Following Navy tradition, the Kitty Hawk crew was treated to a steel-beach picnic to mark 45 days under way.

“For one day out of the whole time we’ve been under way, it feels like home,” said Petty Officer 3rd Class John Gutierrez. “What a vibe. I didn’t expect this.”

Many sailors, including Gutierrez, hadn’t been to a steel-beach picnic; the last one on this aircraft carrier, the Navy’s oldest active ship, was November 2001 during Operation Enduring Freedom. Most deployments have a port visit before the 45-day mark.

Since leaving Yokosuka, Japan, on Jan. 20, these troops have seen only blue water. But it was a vivid scene Saturday.

One of the more colorful characters was Petty Officer 3rd Class Chad Shelton, sporting a Dr. Seuss-like red, blue and yellow hat. He modified it by attaching cupholders — one for each beer.

“We prepare for these things,” said Shelton, 22, plunking down his skateboard.

Several were content to chill out, sunning themselves in fold-up chairs during a rare break from work.

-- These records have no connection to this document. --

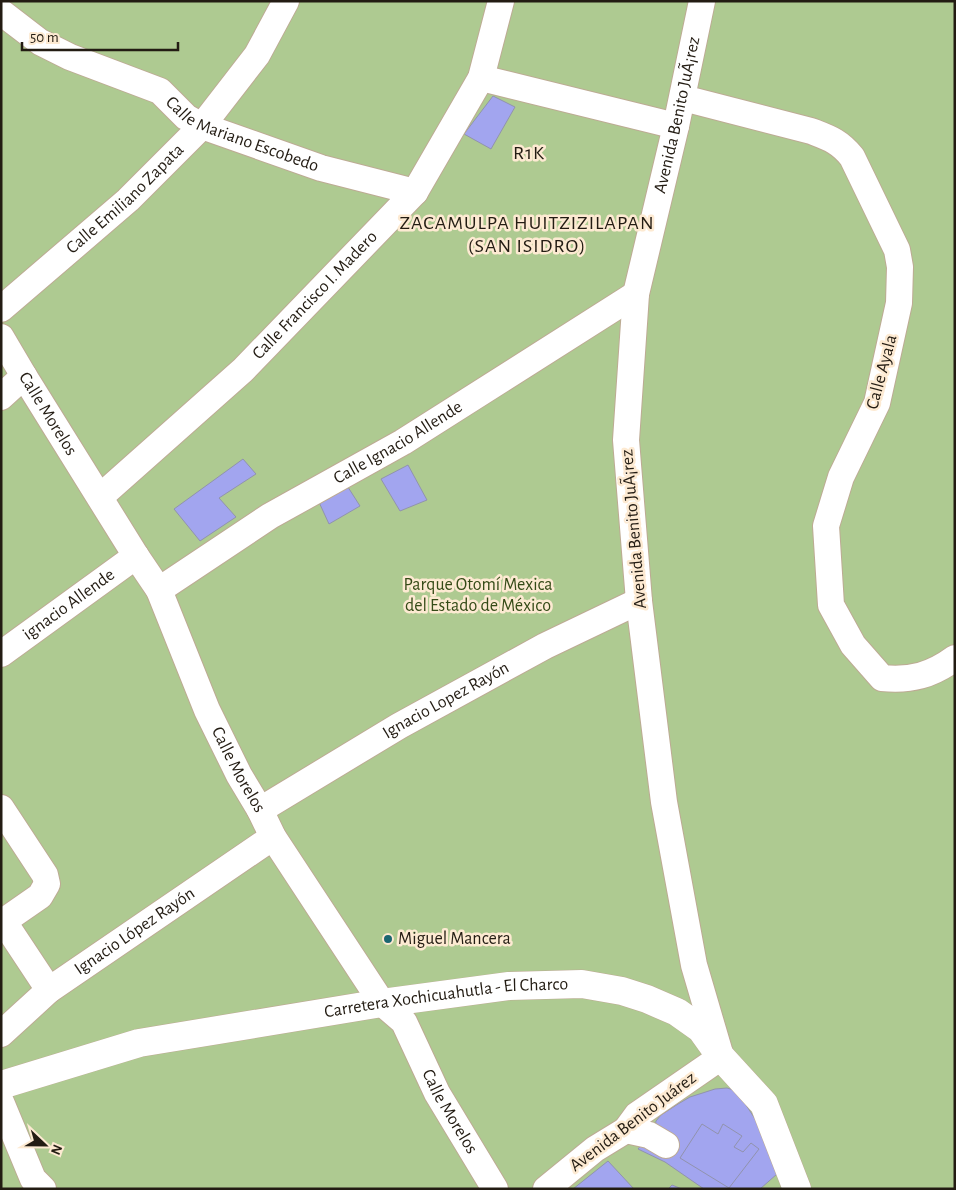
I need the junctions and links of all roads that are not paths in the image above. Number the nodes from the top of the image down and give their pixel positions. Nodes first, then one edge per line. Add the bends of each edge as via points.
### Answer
1 (286, 1) edge
2 (501, 1) edge
3 (702, 1) edge
4 (3, 17) edge
5 (480, 78) junction
6 (682, 98) junction
7 (202, 126) junction
8 (676, 126) junction
9 (415, 192) junction
10 (636, 294) junction
11 (1, 309) edge
12 (1, 337) edge
13 (24, 376) junction
14 (1, 397) edge
15 (100, 497) junction
16 (136, 556) junction
17 (159, 590) junction
18 (639, 602) junction
19 (1, 654) edge
20 (955, 658) edge
21 (1, 808) edge
22 (260, 810) junction
23 (273, 837) junction
24 (2, 923) edge
25 (49, 990) junction
26 (382, 1003) junction
27 (1, 1034) edge
28 (722, 1057) junction
29 (1, 1085) edge
30 (1, 1102) edge
31 (626, 1130) junction
32 (666, 1145) dead end
33 (43, 1189) edge
34 (495, 1189) edge
35 (546, 1189) edge
36 (797, 1189) edge

1 - 7 street, Calle Emiliano Zapata via 257,56
2 - 5 street, Calle Francisco I. Madero
3 - 6 street, Avenida Benito JuÃ¡rez
4 - 7 street, Calle Mariano Escobedo via 70,57 160,91 186,117
5 - 8 street
5 - 9 street, Calle Francisco I. Madero
6 - 8 street, Avenida Benito JuÃ¡rez
6 - 20 street, Calle Ayala via 811,131 843,146 852,157 897,250 899,303 877,403 841,477 826,526 831,605 853,645 882,678 901,680 924,675
7 - 9 street, Calle Mariano Escobedo via 321,168
7 - 11 street, Calle Emiliano Zapata via 128,200
8 - 10 street, Avenida Benito JuÃ¡rez
9 - 15 street, Calle Francisco I. Madero via 243,370
10 - 17 street, Calle Ignacio Allende via 403,442 270,516
10 - 18 street, Avenida Benito JuÃ¡rez via 626,440
12 - 13 street, Calle Morelos
13 - 14 street
13 - 15 street, Calle Morelos
15 - 16 street, Calle Morelos
16 - 17 street, Calle Morelos
16 - 19 street, ignacio Allende
17 - 22 street, Calle Morelos via 206,710
18 - 22 street, Ignacio Lopez Rayón via 545,646 399,726
18 - 28 street, Avenida Benito JuÃ¡rez via 664,802 694,965
21 - 24 street via 45,875 47,884 40,896
22 - 23 street, Calle Morelos
23 - 25 street, Ignacio López Rayón
23 - 26 street, Calle Morelos
24 - 25 street
25 - 27 street, Ignacio López Rayón
26 - 28 main road, Carretera Xochicuahutla - El Charco via 509,986 582,984 622,991 677,1012 701,1030
26 - 29 main road, Carretera Xochicuahutla - El Charco via 140,1043
26 - 34 street, Calle Morelos via 404,1022 437,1094
28 - 31 street, Avenida Benito Juárez via 637,1115
28 - 36 main road, Carretera Xochicuahutla - El Charco via 764,1104
30 - 33 street via 33,1179
31 - 32 street via 649,1135
31 - 35 street, Avenida Benito Juárez via 595,1149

Petty Officer 3rd Class Analaura Mendoza, smiling broadly, danced close to Petty Officer 2nd Class Jose Silva, as others sang along in Spanish to a merengue song.

Three bands took the stage throughout the day, singing punk and rock tunes. The final band, Blood Clot, got quite a reaction with its death metal/hardcore act.

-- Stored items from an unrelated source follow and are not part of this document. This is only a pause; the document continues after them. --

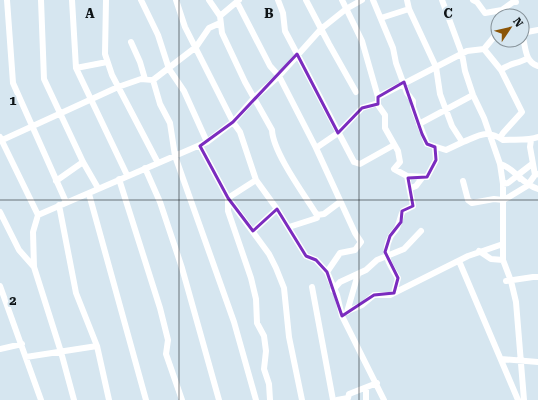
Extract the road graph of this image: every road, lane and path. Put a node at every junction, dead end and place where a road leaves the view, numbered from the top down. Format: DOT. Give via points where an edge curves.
graph roads {
  1 [pos="7,0"];
  2 [pos="41,0"];
  3 [pos="72,0"];
  4 [pos="106,0"];
  5 [pos="141,0"];
  6 [pos="176,0"];
  7 [pos="209,0"];
  8 [pos="278,0"];
  9 [pos="306,0"];
  10 [pos="342,0"];
  11 [pos="362,0"];
  12 [pos="373,0"];
  13 [pos="407,0"];
  14 [pos="442,0"];
  15 [pos="473,0"];
  16 [pos="238,1"];
  17 [pos="516,1"];
  18 [pos="507,8"];
  19 [pos="346,9"];
  20 [pos="409,9"];
  21 [pos="490,13"];
  22 [pos="220,16"];
  23 [pos="381,18"];
  24 [pos="220,23"];
  25 [pos="321,30"];
  26 [pos="131,42"];
  27 [pos="490,42"];
  28 [pos="196,47"];
  29 [pos="526,48"];
  30 [pos="484,49"];
  31 [pos="297,54"];
  32 [pos="462,54"];
  33 [pos="528,58"];
  34 [pos="107,62"];
  35 [pos="538,66"];
  36 [pos="436,67"];
  37 [pos="76,68"];
  38 [pos="169,69"];
  39 [pos="501,70"];
  40 [pos="278,76"];
  41 [pos="145,78"];
  42 [pos="153,80"];
  43 [pos="404,82"];
  44 [pos="118,87"];
  45 [pos="356,92"];
  46 [pos="473,95"];
  47 [pos="254,98"];
  48 [pos="378,100"];
  49 [pos="91,101"];
  50 [pos="446,109"];
  51 [pos="60,114"];
  52 [pos="233,122"];
  53 [pos="419,124"];
  54 [pos="33,126"];
  55 [pos="488,133"];
  56 [pos="338,134"];
  57 [pos="538,137"];
  58 [pos="0,139"];
  59 [pos="502,139"];
  60 [pos="531,140"];
  61 [pos="207,142"];
  62 [pos="463,142"];
  63 [pos="394,145"];
  64 [pos="200,146"];
  65 [pos="435,147"];
  66 [pos="316,148"];
  67 [pos="494,148"];
  68 [pos="175,156"];
  69 [pos="83,162"];
  70 [pos="158,162"];
  71 [pos="500,164"];
  72 [pos="532,164"];
  73 [pos="145,168"];
  74 [pos="536,174"];
  75 [pos="127,176"];
  76 [pos="407,176"];
  77 [pos="422,178"];
  78 [pos="518,178"];
  79 [pos="119,179"];
  80 [pos="256,180"];
  81 [pos="56,181"];
  82 [pos="463,181"];
  83 [pos="504,184"];
  84 [pos="528,186"];
  85 [pos="98,188"];
  86 [pos="410,188"];
  87 [pos="538,189"];
  88 [pos="89,194"];
  89 [pos="228,198"];
  90 [pos="504,200"];
  91 [pos="66,202"];
  92 [pos="340,202"];
  93 [pos="59,205"];
  94 [pos="277,209"];
  95 [pos="0,212"];
  96 [pos="38,215"];
  97 [pos="318,215"];
  98 [pos="288,227"];
  99 [pos="253,231"];
  100 [pos="421,231"];
  101 [pos="503,244"];
  102 [pos="479,251"];
  103 [pos="386,257"];
  104 [pos="503,260"];
  105 [pos="459,261"];
  106 [pos="34,268"];
  107 [pos="327,272"];
  108 [pos="358,274"];
  109 [pos="538,278"];
  110 [pos="509,281"];
  111 [pos="0,286"];
  112 [pos="312,287"];
  113 [pos="333,290"];
  114 [pos="394,292"];
  115 [pos="348,311"];
  116 [pos="342,316"];
  117 [pos="22,344"];
  118 [pos="97,346"];
  119 [pos="0,349"];
  120 [pos="60,352"];
  121 [pos="26,357"];
  122 [pos="501,359"];
  123 [pos="520,359"];
  124 [pos="538,362"];
  125 [pos="376,383"];
  126 [pos="366,388"];
  127 [pos="41,400"];
  128 [pos="74,400"];
  129 [pos="109,400"];
  130 [pos="146,400"];
  131 [pos="182,400"];
  132 [pos="219,400"];
  133 [pos="256,400"];
  134 [pos="270,400"];
  135 [pos="302,400"];
  136 [pos="332,400"];
  137 [pos="336,400"];
  138 [pos="366,400"];
  139 [pos="384,400"];
  140 [pos="518,400"];
  141 [pos="524,400"];
  1 -- 54 [label="street" via="13,83"];
  2 -- 51 [label="street" via="44,79"];
  3 -- 37 [label="street"];
  4 -- 34 [label="street"];
  5 -- 38 [label="street" via="158,35"];
  6 -- 28 [label="street" via="185,27"];
  7 -- 22 [label="street"];
  8 -- 31 [label="street" via="283,13 285,31"];
  9 -- 25 [label="street"];
  10 -- 19 [label="street"];
  11 -- 19 [label="street"];
  12 -- 23 [label="street"];
  13 -- 20 [label="street"];
  14 -- 32 [label="street"];
  15 -- 21 [label="street" via="483,12"];
  16 -- 22 [label="street"];
  16 -- 40 [label="street" via="270,66"];
  17 -- 18 [label="street"];
  19 -- 25 [label="street"];
  19 -- 48 [label="street" via="362,41"];
  20 -- 23 [label="street"];
  20 -- 36 [label="street"];
  22 -- 24 [label="street"];
  23 -- 43 [label="street"];
  24 -- 28 [label="street" via="209,28"];
  24 -- 47 [label="street" via="222,33"];
  25 -- 31 [label="street"];
  25 -- 45 [label="street"];
  26 -- 41 [label="street"];
  27 -- 30 [label="street"];
  28 -- 38 [label="street"];
  28 -- 52 [label="street"];
  29 -- 33 [label="street"];
  30 -- 32 [label="street"];
  30 -- 39 [label="street"];
  31 -- 40 [label="street"];
  31 -- 56 [label="street" via="327,108"];
  32 -- 36 [label="street"];
  32 -- 46 [label="street"];
  33 -- 35 [label="street"];
  33 -- 39 [label="street" via="508,64"];
  34 -- 37 [label="street"];
  34 -- 44 [label="street"];
  36 -- 43 [label="street"];
  36 -- 50 [label="street" via="440,94"];
  37 -- 49 [label="street"];
  38 -- 42 [label="street"];
  38 -- 61 [label="street" via="184,91"];
  39 -- 59 [label="street" via="522,112 503,133"];
  40 -- 47 [label="street"];
  40 -- 66 [label="street"];
  41 -- 42 [label="street"];
  41 -- 44 [label="street"];
  42 -- 68 [label="street" via="160,104 170,123"];
  43 -- 48 [label="street"];
  43 -- 53 [label="street" via="413,101"];
  44 -- 49 [label="street"];
  44 -- 70 [label="street"];
  46 -- 50 [label="street"];
  46 -- 55 [label="street"];
  47 -- 52 [label="street"];
  47 -- 97 [label="street" via="272,130 272,137 287,167"];
  48 -- 56 [label="street" via="362,108"];
  48 -- 63 [label="street" via="385,115 385,128"];
  49 -- 51 [label="street"];
  49 -- 75 [label="street"];
  50 -- 53 [label="street"];
  50 -- 62 [label="street" via="452,126"];
  51 -- 54 [label="street"];
  51 -- 69 [label="street"];
  52 -- 61 [label="street"];
  52 -- 80 [label="street" via="240,132"];
  53 -- 65 [label="street" via="427,144"];
  54 -- 58 [label="street"];
  54 -- 81 [label="street"];
  55 -- 59 [label="street" via="496,134"];
  55 -- 62 [label="street"];
  55 -- 67 [label="street"];
  56 -- 63 [label="street" via="354,162 360,164"];
  56 -- 66 [label="street"];
  57 -- 60 [label="street"];
  58 -- 96 [label="street"];
  59 -- 60 [label="street"];
  59 -- 67 [label="street" via="500,147"];
  60 -- 72 [label="street"];
  61 -- 64 [label="street"];
  62 -- 65 [label="street" via="446,150"];
  63 -- 76 [label="street" via="400,162 394,169"];
  64 -- 68 [label="street"];
  64 -- 89 [label="street"];
  65 -- 77 [label="street" via="436,160 432,164 432,170 427,177"];
  66 -- 92 [label="street"];
  67 -- 71 [label="street"];
  68 -- 70 [label="street"];
  68 -- 133 [label="street" via="234,322"];
  69 -- 81 [label="street"];
  69 -- 85 [label="street"];
  70 -- 73 [label="street"];
  71 -- 78 [label="street" via="507,166"];
  71 -- 83 [label="street"];
  72 -- 74 [label="street"];
  72 -- 78 [label="street" via="519,174"];
  73 -- 75 [label="street"];
  73 -- 132 [label="street" via="160,202 182,268"];
  74 -- 84 [label="street"];
  75 -- 79 [label="street"];
  76 -- 77 [label="street"];
  76 -- 86 [label="street"];
  77 -- 86 [label="street" via="416,186"];
  78 -- 83 [label="street"];
  78 -- 84 [label="street"];
  79 -- 85 [label="street"];
  79 -- 131 [label="street" via="160,308 168,340 166,354"];
  80 -- 89 [label="street"];
  80 -- 94 [label="street"];
  81 -- 91 [label="street"];
  82 -- 90 [label="street" via="470,202 494,198"];
  83 -- 90 [label="street"];
  84 -- 87 [label="street"];
  84 -- 90 [label="street"];
  85 -- 88 [label="street"];
  86 -- 103 [label="street" via="413,206 403,211 396,230 390,236"];
  88 -- 91 [label="street"];
  88 -- 130 [label="street"];
  89 -- 99 [label="street"];
  89 -- 134 [label="street" via="228,211 256,299 257,323 264,336 264,369 269,384"];
  90 -- 101 [label="street"];
  91 -- 93 [label="street"];
  92 -- 97 [label="street" via="324,214"];
  92 -- 107 [label="street" via="362,242 355,250 340,253"];
  93 -- 96 [label="street"];
  93 -- 118 [label="street" via="76,293"];
  94 -- 98 [label="street"];
  94 -- 99 [label="street"];
  95 -- 106 [label="street" via="19,250"];
  96 -- 106 [label="street" via="33,232"];
  97 -- 98 [label="street" via="317,218"];
  98 -- 107 [label="street" via="306,256 316,260"];
  99 -- 135 [label="street" via="269,254 284,288 289,337"];
  100 -- 103 [label="street" via="404,249"];
  101 -- 102 [label="street"];
  101 -- 104 [label="street"];
  102 -- 104 [label="street" via="491,258"];
  102 -- 105 [label="street"];
  103 -- 108 [label="street" via="377,260"];
  103 -- 114 [label="street" via="398,278"];
  104 -- 110 [label="street"];
  105 -- 114 [label="street"];
  105 -- 122 [label="street"];
  106 -- 120 [label="street"];
  107 -- 113 [label="street"];
  108 -- 113 [label="street" via="340,282"];
  108 -- 115 [label="street"];
  109 -- 110 [label="street" via="533,276"];
  110 -- 123 [label="street" via="516,302"];
  111 -- 117 [label="street"];
  112 -- 136 [label="street"];
  113 -- 116 [label="street" via="337,295"];
  114 -- 115 [label="street" via="388,296 374,295 362,305"];
  115 -- 116 [label="street"];
  116 -- 125 [label="street"];
  117 -- 119 [label="street"];
  117 -- 121 [label="street"];
  118 -- 120 [label="street"];
  118 -- 129 [label="street"];
  120 -- 121 [label="street"];
  120 -- 128 [label="street"];
  121 -- 127 [label="street"];
  122 -- 123 [label="street"];
  122 -- 140 [label="street"];
  123 -- 124 [label="street"];
  123 -- 141 [label="street"];
  125 -- 126 [label="street"];
  125 -- 139 [label="street"];
  126 -- 137 [label="street" via="349,394 348,398"];
  126 -- 138 [label="street"];
}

“This is war-motivation music,” said one sailor as he started slam dancing with about 10 others.

Sailors said they really needed to vent some steam.

“Things have been intense,” said the ship’s Command Master Chief Marvin Dublin. “We needed a break, a day to relax.”

Not everyone ended the day with a sunburn. Some aircraft crews had to remain on alert. Four pilots and four crewmen with the Helicopter Anti-Submarine Squadron 14 popped up on deck to grab food but volunteered to stay sober.

“I gave it up for Lent, anyway,” said Cmdr. Mark Deardurff.